"""

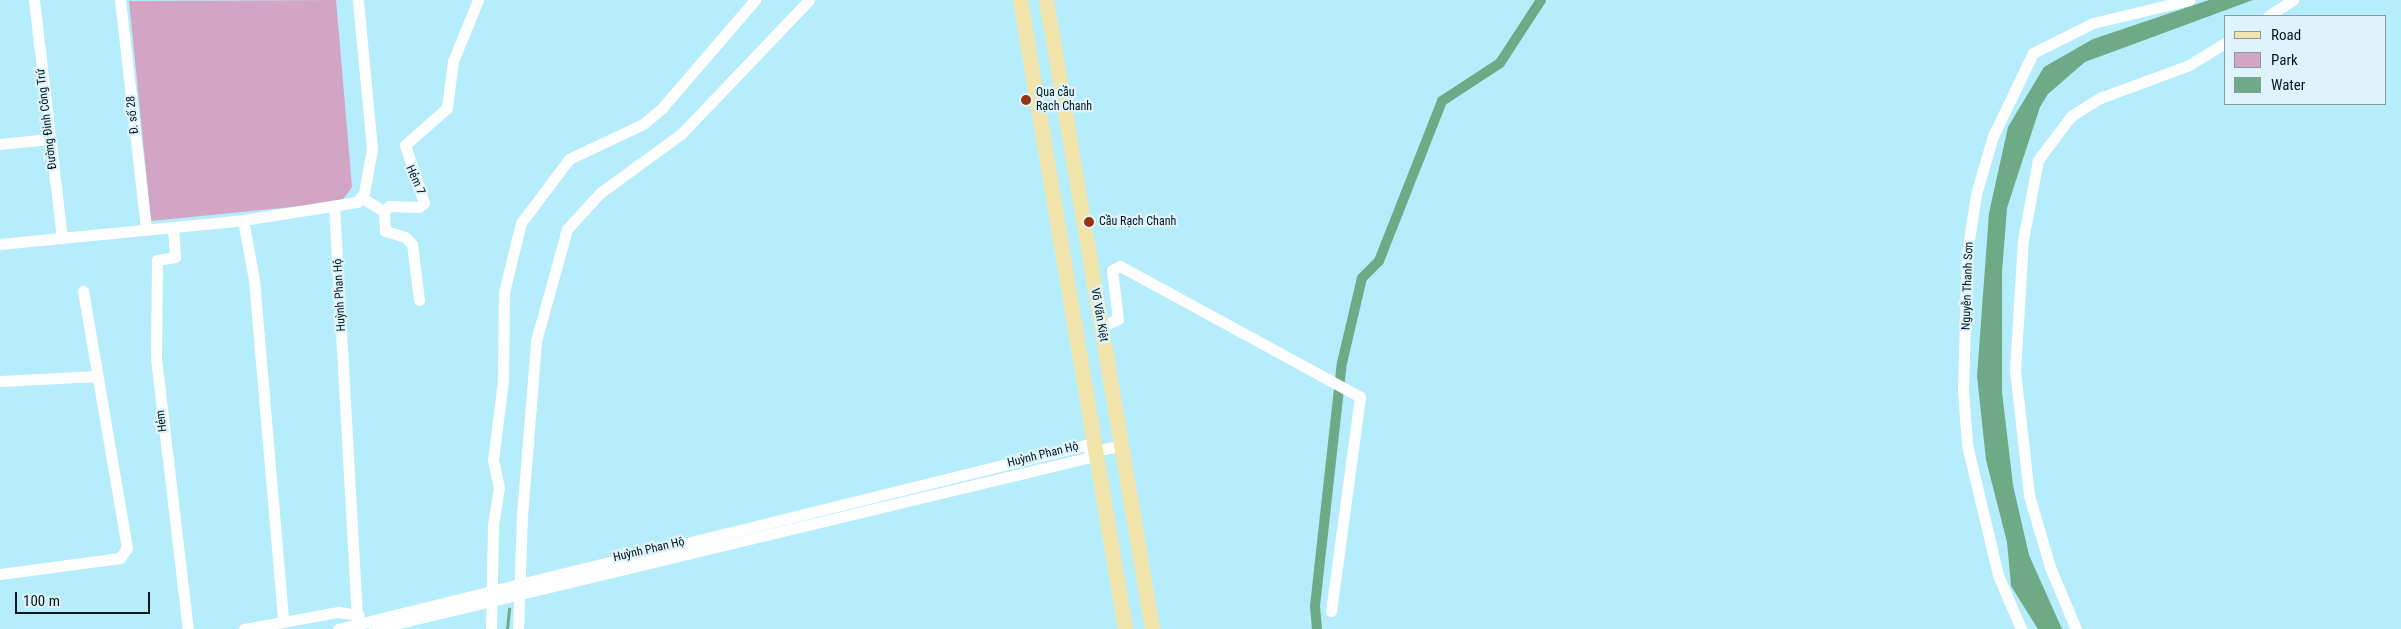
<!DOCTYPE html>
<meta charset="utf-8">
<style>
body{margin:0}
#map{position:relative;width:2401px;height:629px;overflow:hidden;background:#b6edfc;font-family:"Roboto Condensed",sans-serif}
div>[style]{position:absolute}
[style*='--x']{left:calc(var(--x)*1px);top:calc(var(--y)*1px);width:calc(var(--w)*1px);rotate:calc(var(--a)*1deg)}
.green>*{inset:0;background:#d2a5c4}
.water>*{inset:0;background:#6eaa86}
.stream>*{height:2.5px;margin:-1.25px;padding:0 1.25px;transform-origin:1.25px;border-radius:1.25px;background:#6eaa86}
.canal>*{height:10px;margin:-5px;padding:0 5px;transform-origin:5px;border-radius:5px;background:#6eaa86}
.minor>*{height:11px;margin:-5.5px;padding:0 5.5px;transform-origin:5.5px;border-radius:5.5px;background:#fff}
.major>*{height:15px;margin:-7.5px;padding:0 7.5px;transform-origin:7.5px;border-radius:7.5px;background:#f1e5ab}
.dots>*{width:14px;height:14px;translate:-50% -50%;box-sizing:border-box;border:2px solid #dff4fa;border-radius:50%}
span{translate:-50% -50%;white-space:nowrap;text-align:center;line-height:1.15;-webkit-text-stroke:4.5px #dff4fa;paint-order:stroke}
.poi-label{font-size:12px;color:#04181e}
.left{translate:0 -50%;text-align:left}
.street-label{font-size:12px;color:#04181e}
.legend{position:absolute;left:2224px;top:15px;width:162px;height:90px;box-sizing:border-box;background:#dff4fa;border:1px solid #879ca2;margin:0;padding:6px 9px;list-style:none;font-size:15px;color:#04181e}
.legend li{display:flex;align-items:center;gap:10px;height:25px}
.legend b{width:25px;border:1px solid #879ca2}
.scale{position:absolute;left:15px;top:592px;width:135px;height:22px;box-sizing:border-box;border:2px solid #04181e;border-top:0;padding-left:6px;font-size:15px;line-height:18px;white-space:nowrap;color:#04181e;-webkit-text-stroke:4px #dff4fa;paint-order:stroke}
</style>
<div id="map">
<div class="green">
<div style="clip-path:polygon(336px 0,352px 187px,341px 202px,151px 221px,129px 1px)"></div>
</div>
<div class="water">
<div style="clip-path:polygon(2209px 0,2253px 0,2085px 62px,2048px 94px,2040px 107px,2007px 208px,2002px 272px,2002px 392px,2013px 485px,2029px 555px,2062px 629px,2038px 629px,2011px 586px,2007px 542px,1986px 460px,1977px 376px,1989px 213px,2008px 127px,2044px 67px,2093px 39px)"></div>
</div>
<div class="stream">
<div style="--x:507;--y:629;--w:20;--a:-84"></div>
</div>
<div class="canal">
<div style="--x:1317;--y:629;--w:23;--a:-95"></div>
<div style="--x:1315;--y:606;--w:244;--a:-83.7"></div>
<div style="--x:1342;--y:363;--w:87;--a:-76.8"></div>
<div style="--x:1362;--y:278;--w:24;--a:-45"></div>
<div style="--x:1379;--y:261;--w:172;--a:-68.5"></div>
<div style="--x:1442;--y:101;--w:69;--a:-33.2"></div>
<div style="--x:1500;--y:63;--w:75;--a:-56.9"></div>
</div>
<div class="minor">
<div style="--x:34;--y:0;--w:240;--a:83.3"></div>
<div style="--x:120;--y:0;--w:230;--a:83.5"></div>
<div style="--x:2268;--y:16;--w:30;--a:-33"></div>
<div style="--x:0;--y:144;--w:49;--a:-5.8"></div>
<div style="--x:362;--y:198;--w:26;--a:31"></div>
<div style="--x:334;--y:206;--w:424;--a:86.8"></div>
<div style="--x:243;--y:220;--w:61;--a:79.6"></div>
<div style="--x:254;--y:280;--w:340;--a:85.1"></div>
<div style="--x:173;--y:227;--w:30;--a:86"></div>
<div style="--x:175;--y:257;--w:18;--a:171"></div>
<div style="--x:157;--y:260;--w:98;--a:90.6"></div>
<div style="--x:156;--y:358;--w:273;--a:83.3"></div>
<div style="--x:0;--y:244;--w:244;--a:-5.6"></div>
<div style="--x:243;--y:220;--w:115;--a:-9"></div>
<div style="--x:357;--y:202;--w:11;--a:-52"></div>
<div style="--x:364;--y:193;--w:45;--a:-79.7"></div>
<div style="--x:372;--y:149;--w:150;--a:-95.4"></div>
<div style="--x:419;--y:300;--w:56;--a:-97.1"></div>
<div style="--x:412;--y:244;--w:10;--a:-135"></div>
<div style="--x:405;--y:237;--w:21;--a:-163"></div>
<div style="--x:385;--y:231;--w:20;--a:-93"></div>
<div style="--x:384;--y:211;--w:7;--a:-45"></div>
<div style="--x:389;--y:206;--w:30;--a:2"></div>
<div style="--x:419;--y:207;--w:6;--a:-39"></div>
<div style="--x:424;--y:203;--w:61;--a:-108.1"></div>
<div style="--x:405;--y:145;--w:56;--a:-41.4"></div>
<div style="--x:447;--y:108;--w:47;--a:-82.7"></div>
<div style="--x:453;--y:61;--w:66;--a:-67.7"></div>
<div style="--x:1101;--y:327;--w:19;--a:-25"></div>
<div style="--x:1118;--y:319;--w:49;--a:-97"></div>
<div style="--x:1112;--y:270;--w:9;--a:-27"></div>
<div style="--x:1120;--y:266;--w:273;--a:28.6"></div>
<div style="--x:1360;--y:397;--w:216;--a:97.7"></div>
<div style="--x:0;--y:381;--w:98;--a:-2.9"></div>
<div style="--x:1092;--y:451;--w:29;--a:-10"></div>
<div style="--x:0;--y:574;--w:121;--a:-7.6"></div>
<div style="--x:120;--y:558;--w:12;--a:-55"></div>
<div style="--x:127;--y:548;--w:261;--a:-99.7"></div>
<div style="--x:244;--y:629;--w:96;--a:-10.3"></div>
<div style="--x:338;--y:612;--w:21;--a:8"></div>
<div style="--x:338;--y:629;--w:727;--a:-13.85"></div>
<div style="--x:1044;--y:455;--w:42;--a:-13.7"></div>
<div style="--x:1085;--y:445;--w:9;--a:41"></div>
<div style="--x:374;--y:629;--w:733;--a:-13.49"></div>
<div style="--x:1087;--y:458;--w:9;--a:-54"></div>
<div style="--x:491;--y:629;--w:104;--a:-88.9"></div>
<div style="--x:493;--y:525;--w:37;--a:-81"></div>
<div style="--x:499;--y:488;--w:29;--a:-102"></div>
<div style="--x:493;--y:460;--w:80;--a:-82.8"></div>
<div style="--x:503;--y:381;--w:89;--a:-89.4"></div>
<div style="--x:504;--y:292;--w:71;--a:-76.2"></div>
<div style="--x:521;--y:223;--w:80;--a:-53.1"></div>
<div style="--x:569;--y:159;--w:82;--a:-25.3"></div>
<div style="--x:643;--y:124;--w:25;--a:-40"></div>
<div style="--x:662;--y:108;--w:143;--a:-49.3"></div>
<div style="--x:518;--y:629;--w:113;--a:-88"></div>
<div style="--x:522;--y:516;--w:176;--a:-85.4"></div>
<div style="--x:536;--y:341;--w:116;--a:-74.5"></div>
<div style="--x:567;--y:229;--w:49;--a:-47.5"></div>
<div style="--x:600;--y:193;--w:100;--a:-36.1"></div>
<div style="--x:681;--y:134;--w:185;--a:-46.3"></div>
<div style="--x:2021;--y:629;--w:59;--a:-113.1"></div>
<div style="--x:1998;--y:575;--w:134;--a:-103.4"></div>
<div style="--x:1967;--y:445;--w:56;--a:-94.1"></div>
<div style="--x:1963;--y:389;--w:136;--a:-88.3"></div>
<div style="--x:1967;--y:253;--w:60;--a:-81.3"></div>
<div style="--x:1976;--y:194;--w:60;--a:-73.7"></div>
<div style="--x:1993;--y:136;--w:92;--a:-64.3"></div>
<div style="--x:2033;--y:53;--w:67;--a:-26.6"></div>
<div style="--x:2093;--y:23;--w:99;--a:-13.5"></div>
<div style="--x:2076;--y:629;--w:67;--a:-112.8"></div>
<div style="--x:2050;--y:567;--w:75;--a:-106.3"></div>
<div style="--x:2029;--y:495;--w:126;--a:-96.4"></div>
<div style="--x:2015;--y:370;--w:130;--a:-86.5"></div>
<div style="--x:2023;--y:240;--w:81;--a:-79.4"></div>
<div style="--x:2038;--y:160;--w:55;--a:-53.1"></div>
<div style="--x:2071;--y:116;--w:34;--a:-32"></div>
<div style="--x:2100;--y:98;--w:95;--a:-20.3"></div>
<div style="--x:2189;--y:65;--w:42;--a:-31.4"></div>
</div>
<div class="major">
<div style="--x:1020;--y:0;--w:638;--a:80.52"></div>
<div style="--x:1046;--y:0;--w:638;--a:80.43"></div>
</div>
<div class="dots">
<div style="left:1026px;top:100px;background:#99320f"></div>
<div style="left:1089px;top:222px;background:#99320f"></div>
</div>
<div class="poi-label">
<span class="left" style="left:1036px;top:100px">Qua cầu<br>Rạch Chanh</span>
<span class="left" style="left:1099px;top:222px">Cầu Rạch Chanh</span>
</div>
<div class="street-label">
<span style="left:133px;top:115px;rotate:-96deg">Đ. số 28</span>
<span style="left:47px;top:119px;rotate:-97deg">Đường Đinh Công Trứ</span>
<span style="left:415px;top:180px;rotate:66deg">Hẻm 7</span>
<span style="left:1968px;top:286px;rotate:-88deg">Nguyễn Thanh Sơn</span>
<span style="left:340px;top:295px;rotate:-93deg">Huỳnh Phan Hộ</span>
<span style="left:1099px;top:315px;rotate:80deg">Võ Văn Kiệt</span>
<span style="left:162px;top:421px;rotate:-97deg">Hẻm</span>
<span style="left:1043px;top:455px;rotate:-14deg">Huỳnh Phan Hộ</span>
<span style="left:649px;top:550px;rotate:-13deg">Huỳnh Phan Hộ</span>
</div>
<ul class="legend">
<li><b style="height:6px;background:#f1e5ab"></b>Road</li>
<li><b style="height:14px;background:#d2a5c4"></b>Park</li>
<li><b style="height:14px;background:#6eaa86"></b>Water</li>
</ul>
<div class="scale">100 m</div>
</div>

"""
"""

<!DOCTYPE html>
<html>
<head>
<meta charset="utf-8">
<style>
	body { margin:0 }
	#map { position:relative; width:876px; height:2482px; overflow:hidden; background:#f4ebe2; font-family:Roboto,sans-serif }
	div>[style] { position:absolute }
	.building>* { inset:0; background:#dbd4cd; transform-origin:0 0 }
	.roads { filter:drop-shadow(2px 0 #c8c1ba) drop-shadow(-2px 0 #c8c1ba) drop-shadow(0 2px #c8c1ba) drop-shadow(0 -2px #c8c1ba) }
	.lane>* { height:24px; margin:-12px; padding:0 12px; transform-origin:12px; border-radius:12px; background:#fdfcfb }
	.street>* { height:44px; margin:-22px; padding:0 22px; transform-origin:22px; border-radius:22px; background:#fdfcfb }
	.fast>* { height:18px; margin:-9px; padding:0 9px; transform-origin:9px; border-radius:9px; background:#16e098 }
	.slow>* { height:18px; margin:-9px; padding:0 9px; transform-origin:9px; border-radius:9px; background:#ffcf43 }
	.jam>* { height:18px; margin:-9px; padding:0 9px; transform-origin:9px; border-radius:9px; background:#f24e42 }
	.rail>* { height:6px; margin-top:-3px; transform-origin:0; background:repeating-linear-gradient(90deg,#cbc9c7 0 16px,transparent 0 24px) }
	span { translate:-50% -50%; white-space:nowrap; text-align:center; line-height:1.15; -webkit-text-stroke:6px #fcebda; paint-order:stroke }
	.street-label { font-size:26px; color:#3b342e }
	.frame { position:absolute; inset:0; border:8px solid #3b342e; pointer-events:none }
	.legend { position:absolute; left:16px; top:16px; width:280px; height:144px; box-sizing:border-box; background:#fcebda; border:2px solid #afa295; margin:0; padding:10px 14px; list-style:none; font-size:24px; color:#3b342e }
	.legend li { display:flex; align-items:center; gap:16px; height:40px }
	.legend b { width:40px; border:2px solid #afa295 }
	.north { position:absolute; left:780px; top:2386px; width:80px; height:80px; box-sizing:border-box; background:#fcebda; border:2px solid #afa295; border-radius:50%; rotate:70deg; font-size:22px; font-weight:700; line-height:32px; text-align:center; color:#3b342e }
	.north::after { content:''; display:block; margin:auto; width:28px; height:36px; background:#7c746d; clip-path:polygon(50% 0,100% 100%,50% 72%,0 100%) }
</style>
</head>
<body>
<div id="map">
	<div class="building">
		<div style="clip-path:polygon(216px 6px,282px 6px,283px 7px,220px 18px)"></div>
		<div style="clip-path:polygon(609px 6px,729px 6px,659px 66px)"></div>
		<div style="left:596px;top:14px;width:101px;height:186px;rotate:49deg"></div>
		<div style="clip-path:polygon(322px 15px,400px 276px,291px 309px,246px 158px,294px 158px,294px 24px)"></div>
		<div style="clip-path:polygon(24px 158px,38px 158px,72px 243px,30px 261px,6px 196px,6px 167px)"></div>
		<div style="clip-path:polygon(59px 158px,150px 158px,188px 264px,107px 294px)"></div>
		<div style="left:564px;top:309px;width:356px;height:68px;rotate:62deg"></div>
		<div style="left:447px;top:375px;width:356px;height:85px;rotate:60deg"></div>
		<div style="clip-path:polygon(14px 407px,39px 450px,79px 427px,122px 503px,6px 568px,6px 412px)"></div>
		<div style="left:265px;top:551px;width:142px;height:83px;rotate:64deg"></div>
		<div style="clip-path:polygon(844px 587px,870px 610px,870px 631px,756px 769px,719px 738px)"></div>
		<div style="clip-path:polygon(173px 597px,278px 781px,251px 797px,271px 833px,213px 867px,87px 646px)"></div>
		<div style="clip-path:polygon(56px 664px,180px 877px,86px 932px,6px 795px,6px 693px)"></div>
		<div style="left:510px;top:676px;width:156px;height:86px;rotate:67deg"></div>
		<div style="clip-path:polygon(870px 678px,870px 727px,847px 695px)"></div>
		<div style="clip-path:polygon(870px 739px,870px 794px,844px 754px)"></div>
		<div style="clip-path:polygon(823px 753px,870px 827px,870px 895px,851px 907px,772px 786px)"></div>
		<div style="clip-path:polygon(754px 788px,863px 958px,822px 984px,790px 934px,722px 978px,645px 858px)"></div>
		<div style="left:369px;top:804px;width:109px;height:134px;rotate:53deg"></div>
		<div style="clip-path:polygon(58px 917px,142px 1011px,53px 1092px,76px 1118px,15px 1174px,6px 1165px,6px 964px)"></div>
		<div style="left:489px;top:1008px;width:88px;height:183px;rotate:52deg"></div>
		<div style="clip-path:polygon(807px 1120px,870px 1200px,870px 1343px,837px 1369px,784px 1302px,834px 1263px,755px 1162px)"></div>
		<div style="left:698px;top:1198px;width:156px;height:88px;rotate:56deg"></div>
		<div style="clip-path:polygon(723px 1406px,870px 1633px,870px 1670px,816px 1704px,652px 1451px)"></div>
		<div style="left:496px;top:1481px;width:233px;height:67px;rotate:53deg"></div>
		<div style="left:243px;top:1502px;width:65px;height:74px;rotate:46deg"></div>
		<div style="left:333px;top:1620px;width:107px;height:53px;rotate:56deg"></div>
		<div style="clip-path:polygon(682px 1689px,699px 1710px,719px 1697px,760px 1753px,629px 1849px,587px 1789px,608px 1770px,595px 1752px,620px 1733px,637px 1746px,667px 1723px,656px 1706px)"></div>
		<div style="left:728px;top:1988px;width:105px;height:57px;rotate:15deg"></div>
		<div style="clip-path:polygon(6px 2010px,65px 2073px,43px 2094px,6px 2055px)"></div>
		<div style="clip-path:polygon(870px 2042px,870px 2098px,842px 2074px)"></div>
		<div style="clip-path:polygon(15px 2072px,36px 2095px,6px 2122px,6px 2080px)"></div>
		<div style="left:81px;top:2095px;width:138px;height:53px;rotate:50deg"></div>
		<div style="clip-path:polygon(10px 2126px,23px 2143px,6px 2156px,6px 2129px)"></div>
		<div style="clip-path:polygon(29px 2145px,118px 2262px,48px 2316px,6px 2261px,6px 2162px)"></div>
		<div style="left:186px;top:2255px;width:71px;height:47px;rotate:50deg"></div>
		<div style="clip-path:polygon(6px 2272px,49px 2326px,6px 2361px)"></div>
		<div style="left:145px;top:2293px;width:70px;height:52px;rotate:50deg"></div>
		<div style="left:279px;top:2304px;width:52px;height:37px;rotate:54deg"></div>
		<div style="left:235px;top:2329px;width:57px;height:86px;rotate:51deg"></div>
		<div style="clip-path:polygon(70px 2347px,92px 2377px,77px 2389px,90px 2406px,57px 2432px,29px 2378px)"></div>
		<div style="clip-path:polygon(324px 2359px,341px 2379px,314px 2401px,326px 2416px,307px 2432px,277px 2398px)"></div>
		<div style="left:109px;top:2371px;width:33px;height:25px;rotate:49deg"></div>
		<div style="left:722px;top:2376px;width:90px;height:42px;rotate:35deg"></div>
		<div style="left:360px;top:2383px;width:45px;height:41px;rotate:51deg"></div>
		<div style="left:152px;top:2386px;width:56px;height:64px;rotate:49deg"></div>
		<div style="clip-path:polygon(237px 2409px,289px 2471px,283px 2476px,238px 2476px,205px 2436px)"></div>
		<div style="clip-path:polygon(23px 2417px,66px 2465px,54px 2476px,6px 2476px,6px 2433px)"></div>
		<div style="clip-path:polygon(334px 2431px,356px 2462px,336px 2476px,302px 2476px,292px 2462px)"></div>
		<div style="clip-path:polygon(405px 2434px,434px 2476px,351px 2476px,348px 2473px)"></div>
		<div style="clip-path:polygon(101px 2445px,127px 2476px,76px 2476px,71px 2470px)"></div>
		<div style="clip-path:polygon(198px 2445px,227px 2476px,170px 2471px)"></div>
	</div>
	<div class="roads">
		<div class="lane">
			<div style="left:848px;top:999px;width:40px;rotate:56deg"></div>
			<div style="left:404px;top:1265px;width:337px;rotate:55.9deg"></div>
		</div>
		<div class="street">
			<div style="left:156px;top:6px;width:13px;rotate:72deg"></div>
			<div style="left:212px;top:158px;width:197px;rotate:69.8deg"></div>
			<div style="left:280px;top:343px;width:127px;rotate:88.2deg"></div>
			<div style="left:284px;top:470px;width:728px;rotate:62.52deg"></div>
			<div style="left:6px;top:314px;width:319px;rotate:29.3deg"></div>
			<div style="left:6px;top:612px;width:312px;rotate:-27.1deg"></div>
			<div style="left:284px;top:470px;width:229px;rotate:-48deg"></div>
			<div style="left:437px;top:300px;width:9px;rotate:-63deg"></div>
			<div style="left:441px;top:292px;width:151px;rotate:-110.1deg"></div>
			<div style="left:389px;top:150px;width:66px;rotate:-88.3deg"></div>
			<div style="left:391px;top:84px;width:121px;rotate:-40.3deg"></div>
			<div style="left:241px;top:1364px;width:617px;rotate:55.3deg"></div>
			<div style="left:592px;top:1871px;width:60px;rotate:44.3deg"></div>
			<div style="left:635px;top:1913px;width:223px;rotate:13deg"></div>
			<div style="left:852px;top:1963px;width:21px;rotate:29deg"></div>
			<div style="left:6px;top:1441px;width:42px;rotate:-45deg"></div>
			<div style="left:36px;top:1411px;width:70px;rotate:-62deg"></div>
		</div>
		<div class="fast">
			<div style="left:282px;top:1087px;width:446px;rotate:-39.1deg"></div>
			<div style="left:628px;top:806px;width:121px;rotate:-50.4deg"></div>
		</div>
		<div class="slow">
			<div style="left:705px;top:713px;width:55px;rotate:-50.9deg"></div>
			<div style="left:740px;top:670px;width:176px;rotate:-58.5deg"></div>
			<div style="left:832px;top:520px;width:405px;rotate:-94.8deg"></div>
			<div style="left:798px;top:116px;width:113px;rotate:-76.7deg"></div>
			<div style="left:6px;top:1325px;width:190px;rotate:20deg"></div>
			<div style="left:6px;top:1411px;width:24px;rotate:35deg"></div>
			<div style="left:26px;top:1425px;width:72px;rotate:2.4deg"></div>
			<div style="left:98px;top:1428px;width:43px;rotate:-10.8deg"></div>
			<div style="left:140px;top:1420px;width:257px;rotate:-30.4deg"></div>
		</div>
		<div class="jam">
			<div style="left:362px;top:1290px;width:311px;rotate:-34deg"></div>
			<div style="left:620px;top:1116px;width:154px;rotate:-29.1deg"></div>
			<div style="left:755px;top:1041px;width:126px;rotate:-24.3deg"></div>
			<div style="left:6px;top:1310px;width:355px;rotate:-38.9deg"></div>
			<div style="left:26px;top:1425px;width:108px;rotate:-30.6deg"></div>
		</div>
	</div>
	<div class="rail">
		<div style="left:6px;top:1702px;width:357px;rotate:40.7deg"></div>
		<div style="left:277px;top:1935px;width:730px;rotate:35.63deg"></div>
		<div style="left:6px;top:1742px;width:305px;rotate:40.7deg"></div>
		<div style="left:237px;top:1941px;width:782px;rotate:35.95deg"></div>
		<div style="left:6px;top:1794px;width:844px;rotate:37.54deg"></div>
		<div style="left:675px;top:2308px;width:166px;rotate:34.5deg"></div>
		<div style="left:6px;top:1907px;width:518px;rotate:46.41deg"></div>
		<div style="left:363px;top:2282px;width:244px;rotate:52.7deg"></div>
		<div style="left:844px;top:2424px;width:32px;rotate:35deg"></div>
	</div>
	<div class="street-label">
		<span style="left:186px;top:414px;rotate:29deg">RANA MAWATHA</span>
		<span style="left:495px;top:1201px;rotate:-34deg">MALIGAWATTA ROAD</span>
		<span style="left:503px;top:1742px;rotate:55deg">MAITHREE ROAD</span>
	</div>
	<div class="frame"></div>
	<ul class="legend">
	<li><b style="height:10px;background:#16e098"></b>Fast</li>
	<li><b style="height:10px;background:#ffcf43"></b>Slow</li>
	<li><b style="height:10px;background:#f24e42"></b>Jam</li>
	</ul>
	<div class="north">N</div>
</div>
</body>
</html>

"""

— Problem requirements —
If a line above holds the string "lane", copy it out.

— Task result —
	.lane>* { height:24px; margin:-12px; padding:0 12px; transform-origin:12px; border-radius:12px; background:#fdfcfb }
		<div class="lane">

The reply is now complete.